Your objective:
Gather all lines in the data that hold the string "nodes".

Information provided below:

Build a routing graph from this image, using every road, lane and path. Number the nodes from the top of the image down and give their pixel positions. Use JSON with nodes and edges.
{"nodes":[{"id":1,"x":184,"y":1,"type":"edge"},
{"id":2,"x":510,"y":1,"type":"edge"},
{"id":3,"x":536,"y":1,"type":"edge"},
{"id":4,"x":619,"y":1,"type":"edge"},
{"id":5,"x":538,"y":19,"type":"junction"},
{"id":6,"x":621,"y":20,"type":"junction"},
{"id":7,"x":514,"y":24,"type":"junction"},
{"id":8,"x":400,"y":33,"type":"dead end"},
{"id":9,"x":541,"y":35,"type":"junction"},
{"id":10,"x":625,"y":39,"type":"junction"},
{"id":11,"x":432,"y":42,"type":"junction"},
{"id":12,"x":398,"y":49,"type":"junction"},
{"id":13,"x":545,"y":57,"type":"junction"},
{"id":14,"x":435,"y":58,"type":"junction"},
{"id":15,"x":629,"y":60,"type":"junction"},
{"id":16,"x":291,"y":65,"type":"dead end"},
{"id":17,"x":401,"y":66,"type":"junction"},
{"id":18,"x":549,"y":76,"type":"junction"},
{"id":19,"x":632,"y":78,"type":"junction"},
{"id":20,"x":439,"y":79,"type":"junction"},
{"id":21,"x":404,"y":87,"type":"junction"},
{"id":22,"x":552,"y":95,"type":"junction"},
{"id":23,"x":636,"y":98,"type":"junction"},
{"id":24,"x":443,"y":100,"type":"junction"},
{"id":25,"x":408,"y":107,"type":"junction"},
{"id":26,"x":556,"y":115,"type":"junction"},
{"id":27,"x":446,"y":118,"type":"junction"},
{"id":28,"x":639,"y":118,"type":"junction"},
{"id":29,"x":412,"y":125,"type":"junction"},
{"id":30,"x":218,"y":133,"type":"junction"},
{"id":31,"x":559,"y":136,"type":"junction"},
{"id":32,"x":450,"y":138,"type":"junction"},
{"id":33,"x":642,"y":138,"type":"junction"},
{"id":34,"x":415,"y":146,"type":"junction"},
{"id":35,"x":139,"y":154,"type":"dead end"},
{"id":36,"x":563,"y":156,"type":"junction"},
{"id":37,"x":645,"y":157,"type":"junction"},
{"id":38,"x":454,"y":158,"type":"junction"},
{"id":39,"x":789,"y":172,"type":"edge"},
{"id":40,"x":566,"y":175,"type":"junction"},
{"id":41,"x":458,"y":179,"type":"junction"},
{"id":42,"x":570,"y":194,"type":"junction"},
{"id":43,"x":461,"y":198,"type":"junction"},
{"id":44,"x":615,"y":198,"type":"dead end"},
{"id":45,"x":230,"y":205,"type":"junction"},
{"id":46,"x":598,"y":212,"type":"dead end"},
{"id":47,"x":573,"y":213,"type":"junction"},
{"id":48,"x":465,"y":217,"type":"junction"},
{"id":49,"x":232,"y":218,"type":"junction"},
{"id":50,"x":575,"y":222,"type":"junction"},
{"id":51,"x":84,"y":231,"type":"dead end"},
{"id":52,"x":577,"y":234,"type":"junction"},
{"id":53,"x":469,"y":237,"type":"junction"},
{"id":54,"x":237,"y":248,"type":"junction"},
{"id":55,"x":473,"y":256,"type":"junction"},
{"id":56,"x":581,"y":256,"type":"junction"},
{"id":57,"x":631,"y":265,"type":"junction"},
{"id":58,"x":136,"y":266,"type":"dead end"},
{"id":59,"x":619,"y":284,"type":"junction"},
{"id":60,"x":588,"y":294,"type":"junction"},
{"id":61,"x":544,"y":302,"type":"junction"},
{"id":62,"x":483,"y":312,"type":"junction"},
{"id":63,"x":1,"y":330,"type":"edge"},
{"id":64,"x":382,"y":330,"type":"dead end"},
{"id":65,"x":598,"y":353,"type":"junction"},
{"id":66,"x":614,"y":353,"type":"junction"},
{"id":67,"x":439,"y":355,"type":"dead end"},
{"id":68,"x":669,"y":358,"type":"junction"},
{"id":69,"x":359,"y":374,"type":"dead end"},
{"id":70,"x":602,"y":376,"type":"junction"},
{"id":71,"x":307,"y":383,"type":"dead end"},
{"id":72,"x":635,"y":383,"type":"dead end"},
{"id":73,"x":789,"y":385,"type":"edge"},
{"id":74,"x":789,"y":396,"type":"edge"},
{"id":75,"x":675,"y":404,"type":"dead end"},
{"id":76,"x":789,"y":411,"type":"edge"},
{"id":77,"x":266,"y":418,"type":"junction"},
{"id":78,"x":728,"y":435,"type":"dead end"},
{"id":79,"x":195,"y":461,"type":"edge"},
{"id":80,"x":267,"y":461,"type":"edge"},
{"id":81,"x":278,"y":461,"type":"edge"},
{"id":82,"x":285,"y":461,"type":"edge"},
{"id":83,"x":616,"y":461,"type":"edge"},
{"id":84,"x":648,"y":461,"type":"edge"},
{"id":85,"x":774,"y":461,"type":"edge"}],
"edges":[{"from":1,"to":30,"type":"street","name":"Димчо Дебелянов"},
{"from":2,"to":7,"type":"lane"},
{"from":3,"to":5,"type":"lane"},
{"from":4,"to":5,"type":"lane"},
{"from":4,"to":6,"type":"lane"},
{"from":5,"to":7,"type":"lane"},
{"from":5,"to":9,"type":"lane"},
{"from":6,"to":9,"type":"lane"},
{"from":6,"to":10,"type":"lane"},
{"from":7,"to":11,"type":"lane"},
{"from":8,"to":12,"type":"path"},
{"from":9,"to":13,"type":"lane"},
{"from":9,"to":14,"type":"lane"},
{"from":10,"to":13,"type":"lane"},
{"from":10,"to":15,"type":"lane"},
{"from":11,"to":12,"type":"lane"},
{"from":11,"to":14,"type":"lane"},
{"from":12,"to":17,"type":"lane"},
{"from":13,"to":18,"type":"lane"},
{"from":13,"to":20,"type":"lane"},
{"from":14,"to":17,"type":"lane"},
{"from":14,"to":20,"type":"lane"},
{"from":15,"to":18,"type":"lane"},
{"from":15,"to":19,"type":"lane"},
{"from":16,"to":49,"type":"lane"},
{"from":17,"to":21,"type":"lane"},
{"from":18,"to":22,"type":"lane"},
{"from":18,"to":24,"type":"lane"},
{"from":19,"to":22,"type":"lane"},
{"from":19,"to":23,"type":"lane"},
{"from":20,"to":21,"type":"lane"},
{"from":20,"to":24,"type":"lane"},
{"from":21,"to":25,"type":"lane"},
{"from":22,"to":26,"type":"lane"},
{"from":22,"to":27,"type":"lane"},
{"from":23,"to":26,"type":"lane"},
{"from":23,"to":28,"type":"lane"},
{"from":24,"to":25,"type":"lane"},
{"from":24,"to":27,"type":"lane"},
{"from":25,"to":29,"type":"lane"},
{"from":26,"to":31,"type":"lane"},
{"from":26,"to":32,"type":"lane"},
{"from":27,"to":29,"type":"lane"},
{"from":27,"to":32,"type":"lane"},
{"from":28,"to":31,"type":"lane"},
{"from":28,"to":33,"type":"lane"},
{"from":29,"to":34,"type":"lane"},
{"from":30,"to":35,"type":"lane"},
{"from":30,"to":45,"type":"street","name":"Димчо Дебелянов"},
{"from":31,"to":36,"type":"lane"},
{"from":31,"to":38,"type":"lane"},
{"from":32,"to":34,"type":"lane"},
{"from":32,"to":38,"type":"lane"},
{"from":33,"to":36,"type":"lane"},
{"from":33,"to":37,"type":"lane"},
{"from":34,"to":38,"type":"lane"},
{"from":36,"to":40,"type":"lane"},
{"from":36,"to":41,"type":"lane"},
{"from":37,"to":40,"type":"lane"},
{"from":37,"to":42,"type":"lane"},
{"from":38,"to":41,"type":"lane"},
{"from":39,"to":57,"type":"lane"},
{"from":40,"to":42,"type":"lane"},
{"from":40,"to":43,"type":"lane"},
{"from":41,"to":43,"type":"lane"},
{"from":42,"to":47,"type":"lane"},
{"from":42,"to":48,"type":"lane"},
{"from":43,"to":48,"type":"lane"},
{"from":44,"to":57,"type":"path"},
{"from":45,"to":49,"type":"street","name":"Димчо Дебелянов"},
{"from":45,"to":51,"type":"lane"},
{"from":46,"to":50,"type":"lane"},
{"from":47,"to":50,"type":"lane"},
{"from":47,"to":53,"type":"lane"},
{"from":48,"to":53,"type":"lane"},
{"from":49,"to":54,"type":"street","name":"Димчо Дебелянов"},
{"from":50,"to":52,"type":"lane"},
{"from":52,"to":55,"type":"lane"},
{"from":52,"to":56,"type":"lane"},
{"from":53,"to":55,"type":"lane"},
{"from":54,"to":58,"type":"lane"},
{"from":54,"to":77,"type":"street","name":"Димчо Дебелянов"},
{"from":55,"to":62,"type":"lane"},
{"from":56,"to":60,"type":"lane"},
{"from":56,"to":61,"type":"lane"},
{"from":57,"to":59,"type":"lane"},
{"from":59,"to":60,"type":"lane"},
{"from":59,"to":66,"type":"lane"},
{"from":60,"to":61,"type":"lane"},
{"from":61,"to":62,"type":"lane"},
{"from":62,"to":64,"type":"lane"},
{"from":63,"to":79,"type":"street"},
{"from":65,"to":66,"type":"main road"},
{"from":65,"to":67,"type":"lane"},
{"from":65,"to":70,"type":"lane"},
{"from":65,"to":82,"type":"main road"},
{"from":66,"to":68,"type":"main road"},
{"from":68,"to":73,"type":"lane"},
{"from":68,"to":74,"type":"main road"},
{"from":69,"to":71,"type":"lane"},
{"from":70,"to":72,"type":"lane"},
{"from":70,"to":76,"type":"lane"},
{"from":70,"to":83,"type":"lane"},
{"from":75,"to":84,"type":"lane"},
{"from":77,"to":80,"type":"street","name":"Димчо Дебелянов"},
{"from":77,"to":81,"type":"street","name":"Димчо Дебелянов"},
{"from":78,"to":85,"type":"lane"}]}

End of Information provided.

Response to the task:
Build a routing graph from this image, using every road, lane and path. Number the nodes from the top of the image down and give their pixel positions. Use JSON with nodes and edges.
{"nodes":[{"id":1,"x":184,"y":1,"type":"edge"},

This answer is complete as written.